### [What is needed]
Look through the records and copy every line in which "Oriole" appears.

*** Opening Extracted entries ***

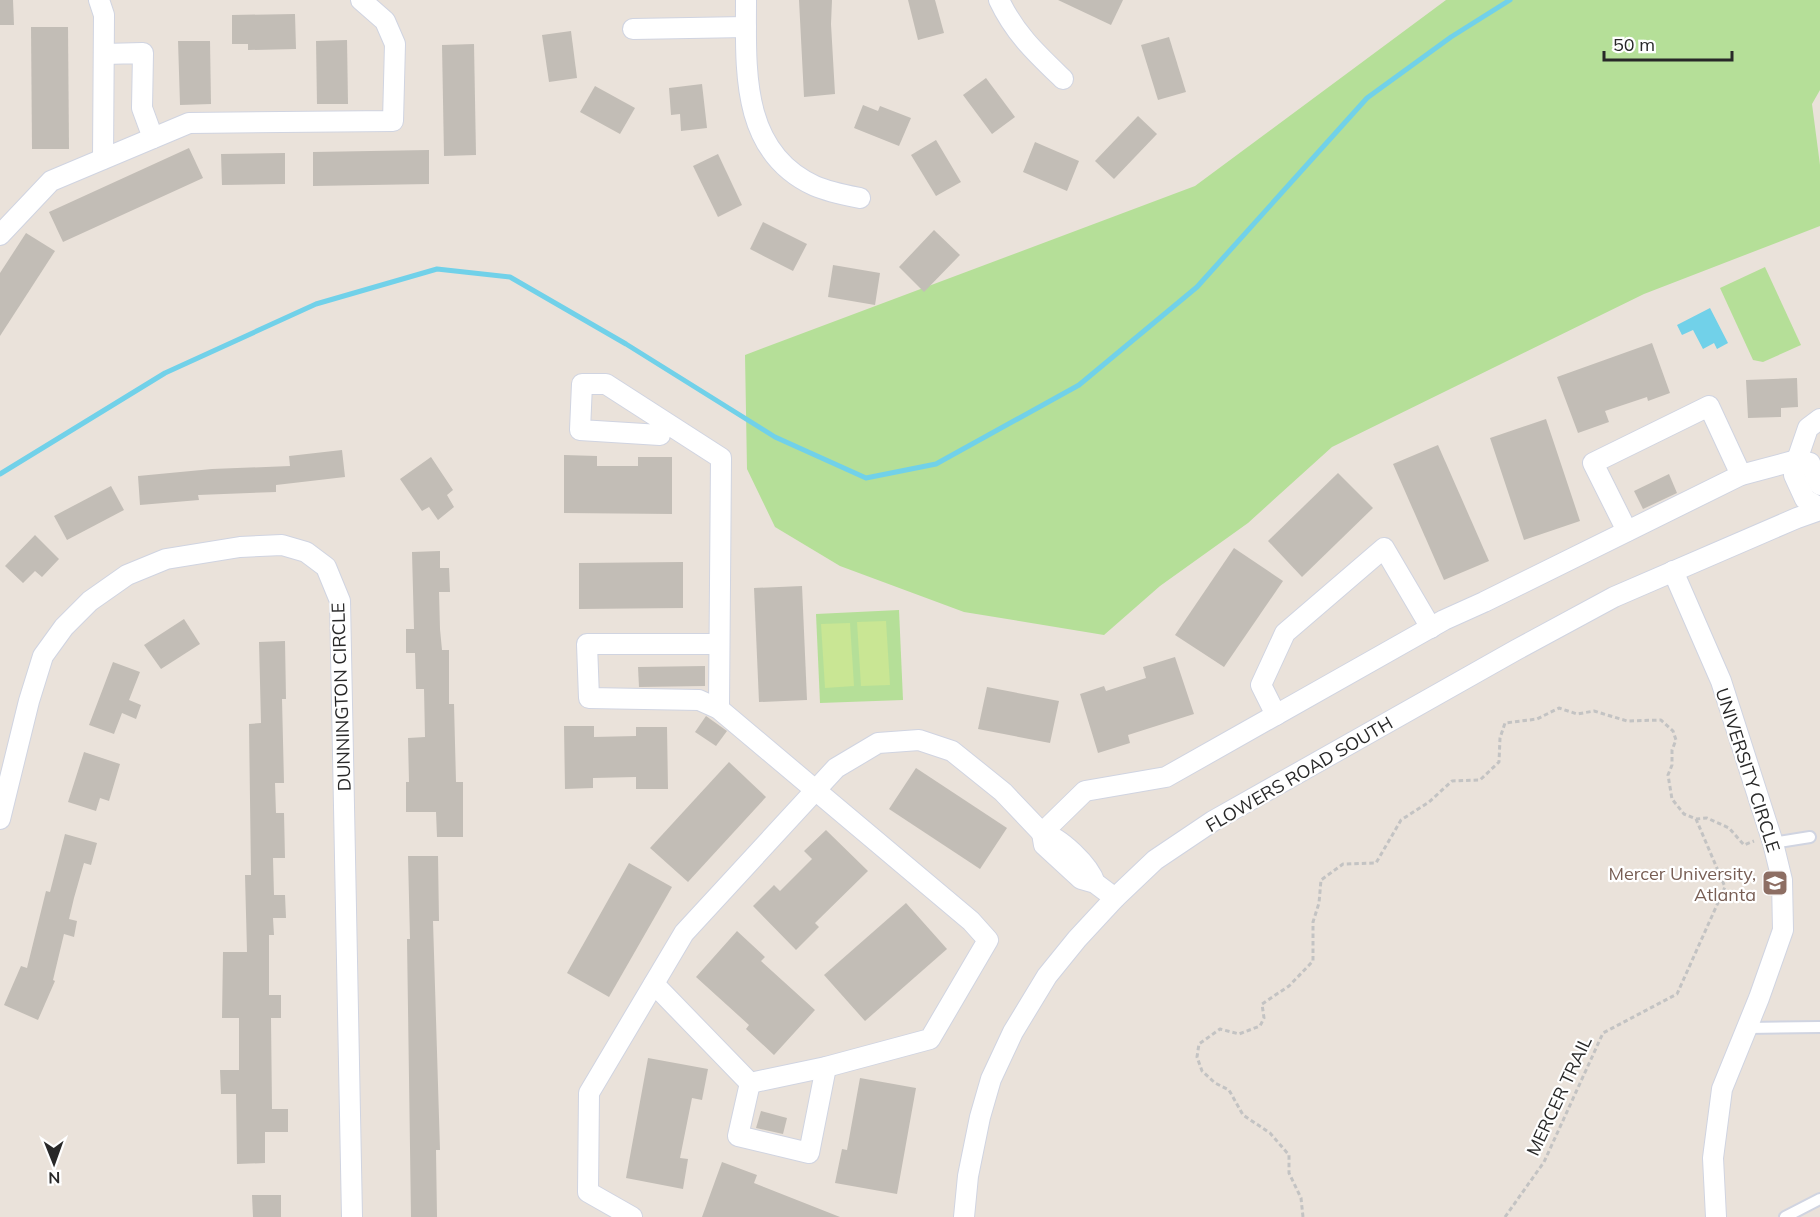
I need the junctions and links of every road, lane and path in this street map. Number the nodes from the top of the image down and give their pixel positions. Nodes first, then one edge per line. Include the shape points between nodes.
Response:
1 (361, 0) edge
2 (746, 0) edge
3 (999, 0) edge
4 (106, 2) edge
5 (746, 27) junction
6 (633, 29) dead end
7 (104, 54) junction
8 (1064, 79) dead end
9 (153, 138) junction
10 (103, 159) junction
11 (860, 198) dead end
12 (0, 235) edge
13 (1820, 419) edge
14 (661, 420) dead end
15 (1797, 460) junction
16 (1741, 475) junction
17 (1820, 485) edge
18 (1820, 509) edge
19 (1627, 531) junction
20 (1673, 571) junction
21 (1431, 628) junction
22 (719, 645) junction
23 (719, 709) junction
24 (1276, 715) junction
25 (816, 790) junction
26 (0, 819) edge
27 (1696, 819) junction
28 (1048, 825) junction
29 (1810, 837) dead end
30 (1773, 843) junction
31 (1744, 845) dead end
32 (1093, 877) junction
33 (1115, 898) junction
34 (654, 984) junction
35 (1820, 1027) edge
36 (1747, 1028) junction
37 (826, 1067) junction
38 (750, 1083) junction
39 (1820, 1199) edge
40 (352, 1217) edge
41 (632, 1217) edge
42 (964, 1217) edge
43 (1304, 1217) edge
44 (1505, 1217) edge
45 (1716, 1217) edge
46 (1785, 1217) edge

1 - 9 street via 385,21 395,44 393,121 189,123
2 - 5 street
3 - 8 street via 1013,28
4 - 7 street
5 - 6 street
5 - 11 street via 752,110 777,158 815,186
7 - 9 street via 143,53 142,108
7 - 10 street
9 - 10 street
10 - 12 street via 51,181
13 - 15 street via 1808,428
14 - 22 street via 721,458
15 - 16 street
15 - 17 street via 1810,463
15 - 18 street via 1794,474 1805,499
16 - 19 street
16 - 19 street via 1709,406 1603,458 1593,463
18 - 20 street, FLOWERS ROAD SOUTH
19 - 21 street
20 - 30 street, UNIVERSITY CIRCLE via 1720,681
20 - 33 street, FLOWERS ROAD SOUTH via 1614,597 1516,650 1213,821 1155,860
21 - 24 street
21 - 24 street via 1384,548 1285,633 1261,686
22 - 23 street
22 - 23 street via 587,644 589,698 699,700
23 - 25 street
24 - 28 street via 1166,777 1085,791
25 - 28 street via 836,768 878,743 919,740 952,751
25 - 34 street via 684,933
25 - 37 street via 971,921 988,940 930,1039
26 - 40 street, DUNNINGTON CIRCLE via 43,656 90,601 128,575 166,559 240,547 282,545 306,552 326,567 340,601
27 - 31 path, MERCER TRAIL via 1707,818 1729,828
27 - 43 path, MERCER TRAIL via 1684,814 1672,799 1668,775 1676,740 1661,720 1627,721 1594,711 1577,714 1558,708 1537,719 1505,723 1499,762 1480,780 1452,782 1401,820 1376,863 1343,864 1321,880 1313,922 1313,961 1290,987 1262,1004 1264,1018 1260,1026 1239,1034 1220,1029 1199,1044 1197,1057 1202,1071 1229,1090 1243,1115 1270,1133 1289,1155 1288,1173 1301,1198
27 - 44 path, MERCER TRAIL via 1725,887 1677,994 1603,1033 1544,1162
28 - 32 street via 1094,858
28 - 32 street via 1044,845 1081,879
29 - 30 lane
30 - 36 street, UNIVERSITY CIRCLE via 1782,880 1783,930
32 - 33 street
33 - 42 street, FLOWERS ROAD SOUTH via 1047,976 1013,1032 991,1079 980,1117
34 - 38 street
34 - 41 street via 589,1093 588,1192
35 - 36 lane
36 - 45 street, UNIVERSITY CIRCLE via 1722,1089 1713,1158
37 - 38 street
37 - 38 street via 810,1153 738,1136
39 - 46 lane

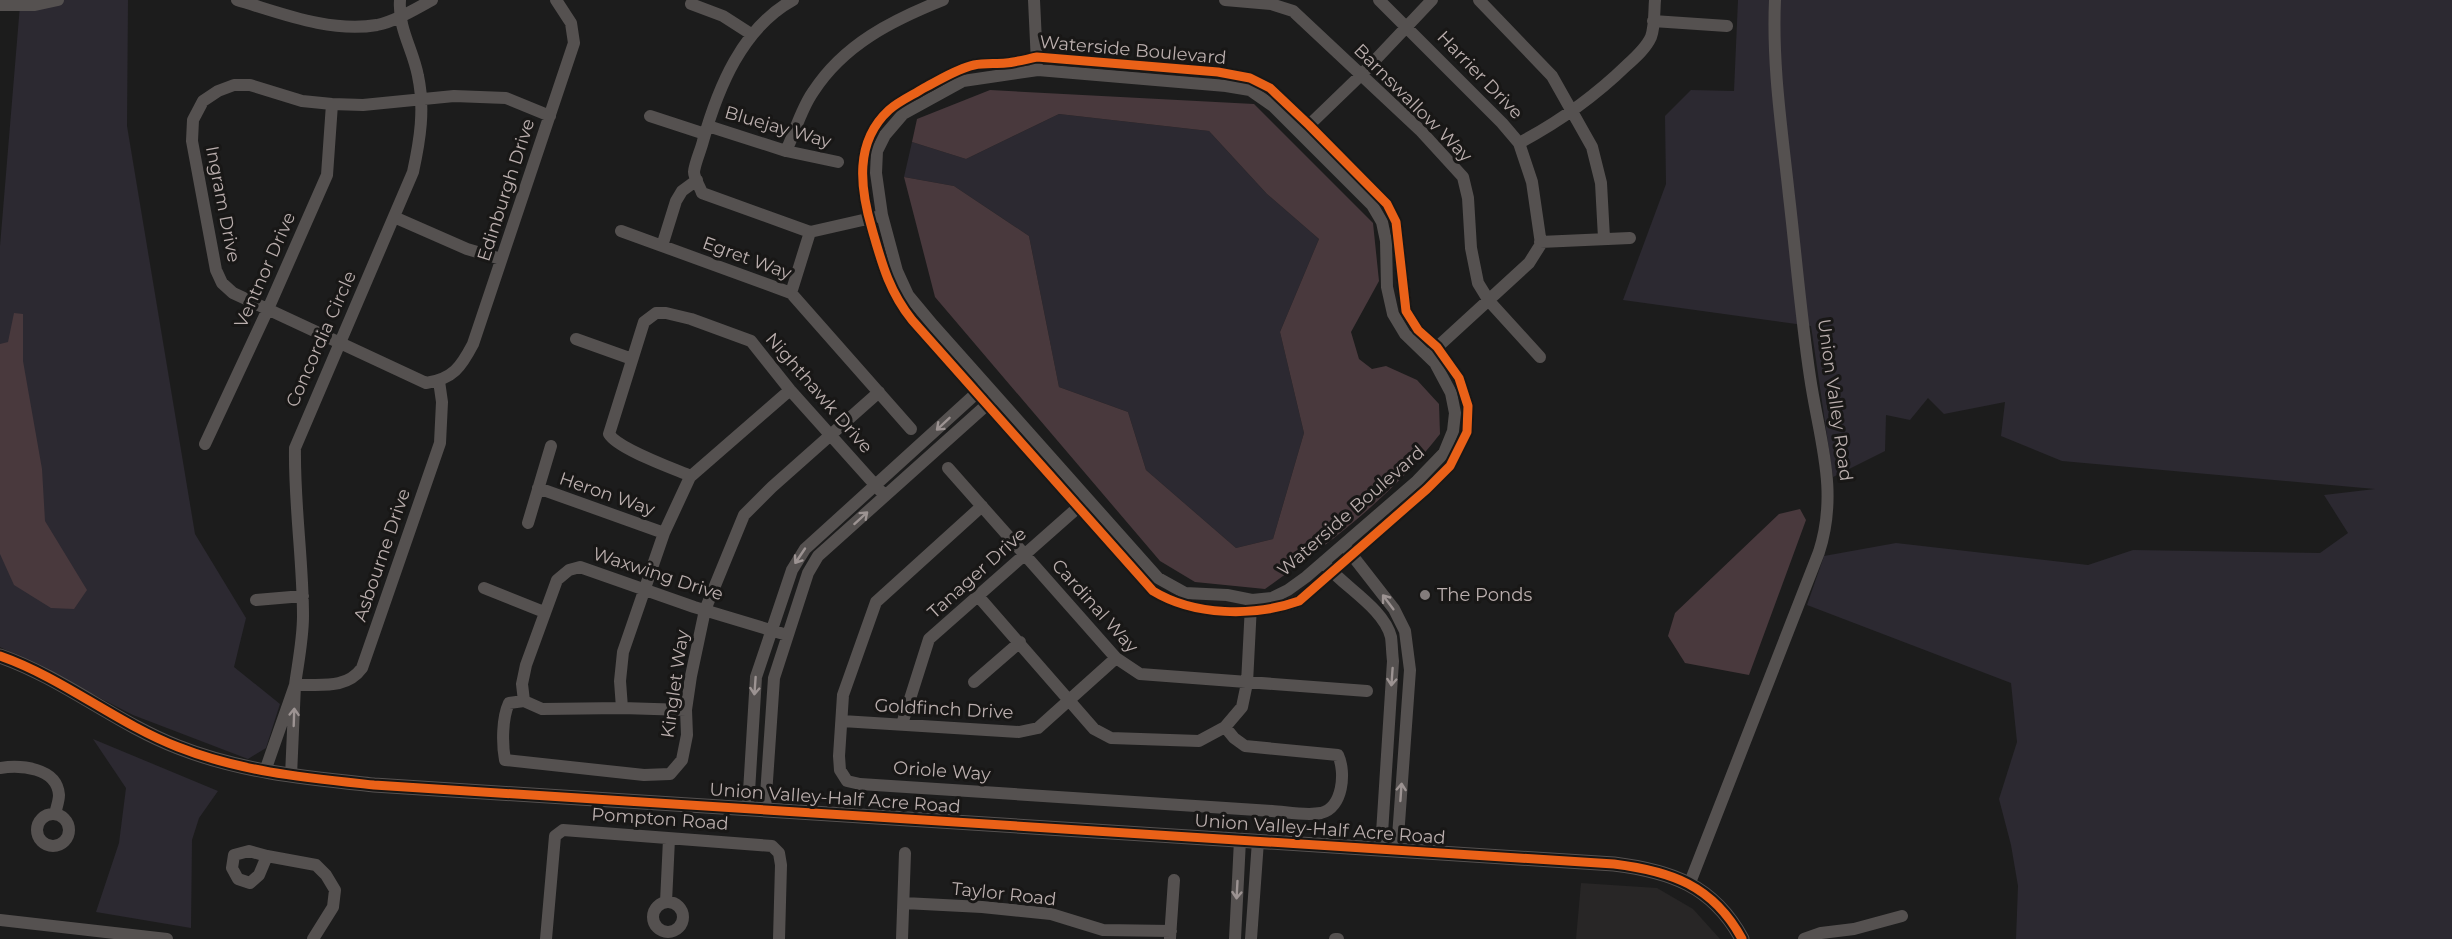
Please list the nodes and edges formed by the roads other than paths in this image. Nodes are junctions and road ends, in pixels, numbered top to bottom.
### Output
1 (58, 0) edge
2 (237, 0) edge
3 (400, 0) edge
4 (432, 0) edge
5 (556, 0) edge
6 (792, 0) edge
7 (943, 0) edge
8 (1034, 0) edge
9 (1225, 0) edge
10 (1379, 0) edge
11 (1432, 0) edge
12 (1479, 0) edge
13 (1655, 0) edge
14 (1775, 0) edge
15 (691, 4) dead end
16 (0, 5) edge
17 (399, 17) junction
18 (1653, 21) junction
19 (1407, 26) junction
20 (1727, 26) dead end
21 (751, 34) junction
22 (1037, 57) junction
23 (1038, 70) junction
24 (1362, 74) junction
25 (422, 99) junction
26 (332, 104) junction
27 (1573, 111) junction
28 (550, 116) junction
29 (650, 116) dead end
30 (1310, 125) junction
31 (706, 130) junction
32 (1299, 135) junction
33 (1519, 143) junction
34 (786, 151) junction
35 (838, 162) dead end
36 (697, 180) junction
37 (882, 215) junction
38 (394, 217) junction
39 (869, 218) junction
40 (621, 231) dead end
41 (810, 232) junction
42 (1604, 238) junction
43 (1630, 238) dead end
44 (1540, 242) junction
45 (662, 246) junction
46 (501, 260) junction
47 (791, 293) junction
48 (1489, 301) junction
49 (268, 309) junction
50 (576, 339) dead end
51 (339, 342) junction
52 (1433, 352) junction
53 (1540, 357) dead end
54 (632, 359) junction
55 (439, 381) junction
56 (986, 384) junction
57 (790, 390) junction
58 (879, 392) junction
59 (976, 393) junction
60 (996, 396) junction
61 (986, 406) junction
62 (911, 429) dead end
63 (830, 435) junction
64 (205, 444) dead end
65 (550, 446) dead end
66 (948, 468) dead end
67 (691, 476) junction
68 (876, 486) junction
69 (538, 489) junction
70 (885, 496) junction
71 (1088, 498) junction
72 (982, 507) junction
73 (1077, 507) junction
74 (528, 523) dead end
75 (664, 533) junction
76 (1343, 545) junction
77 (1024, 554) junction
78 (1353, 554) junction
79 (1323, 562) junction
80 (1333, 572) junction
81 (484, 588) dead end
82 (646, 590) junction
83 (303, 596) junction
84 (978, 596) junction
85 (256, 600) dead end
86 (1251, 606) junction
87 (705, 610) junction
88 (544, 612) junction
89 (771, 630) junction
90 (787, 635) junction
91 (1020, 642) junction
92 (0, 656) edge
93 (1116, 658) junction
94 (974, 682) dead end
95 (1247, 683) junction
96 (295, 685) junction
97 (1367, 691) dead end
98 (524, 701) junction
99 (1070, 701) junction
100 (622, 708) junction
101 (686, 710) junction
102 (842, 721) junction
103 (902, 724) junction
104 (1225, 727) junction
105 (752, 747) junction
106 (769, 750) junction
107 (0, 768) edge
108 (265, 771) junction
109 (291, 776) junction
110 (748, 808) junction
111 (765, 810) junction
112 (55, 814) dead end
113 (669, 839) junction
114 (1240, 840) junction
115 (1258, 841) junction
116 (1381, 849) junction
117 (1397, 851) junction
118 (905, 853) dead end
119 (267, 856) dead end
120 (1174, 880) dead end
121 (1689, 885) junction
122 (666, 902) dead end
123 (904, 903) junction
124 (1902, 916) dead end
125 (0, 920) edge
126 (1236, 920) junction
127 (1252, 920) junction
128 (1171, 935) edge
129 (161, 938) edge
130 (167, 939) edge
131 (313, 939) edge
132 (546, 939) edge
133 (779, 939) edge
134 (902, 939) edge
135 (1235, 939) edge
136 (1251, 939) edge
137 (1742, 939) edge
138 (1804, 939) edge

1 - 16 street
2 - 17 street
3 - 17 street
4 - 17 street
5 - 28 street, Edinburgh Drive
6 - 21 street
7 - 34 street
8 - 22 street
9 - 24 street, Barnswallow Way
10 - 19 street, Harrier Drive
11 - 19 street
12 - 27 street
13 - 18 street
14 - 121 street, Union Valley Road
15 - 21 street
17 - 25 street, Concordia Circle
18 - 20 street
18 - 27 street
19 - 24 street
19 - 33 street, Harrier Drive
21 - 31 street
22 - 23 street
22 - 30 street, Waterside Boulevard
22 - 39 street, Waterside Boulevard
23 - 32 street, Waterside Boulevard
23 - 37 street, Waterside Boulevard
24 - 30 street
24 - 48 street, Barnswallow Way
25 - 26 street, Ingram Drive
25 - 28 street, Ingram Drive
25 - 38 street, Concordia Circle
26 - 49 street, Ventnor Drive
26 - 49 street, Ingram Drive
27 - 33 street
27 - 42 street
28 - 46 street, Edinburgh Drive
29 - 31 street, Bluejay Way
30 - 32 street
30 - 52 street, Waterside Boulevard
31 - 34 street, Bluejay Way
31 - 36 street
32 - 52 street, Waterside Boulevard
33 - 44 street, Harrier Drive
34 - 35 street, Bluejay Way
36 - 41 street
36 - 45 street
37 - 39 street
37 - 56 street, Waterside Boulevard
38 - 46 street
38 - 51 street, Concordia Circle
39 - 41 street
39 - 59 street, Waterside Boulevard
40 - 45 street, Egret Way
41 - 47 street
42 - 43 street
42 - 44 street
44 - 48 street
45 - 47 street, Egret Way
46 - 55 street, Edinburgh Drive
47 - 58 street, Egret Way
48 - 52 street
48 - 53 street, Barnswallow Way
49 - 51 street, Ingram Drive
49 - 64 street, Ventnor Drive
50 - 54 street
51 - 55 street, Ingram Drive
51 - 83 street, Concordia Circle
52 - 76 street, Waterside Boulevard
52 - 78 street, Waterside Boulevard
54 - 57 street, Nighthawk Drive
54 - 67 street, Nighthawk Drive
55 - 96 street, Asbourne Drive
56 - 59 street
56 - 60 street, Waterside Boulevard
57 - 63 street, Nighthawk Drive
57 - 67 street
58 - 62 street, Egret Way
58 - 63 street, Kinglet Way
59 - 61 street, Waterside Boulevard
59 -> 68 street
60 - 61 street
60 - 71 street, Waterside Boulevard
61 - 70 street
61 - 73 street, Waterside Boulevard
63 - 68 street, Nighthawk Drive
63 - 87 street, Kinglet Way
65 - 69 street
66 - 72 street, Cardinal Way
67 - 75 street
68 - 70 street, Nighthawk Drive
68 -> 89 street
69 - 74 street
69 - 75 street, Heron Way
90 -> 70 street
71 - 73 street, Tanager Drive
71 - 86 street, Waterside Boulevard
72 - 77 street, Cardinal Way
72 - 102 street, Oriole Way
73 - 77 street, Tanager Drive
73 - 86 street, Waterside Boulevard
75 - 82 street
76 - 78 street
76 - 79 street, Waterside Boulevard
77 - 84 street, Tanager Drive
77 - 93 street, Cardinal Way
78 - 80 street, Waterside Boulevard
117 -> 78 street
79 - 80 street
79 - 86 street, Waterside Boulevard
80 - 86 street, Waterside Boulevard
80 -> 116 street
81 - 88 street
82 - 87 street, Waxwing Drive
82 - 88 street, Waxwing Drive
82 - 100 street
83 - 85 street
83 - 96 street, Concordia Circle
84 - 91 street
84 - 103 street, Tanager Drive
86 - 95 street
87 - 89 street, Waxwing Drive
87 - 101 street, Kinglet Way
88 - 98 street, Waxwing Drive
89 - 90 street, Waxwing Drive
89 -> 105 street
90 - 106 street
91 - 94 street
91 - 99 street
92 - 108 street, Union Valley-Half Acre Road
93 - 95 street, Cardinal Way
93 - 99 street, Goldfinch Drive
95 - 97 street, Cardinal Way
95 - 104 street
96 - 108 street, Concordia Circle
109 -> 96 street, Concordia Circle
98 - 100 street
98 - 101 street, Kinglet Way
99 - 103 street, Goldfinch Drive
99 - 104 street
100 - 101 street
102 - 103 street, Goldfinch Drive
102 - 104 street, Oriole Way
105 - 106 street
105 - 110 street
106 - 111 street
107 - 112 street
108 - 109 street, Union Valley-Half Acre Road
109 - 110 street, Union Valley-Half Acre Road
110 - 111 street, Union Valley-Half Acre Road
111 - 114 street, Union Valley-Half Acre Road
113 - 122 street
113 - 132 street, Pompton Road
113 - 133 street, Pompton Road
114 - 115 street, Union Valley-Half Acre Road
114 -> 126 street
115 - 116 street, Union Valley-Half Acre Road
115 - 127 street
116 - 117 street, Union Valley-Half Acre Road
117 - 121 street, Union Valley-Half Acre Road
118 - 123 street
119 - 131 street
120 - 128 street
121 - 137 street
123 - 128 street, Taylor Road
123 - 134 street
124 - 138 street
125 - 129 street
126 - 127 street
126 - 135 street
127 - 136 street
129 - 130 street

*** Closing Extracted entries ***

### [Written response]
72 - 102 street, Oriole Way
102 - 104 street, Oriole Way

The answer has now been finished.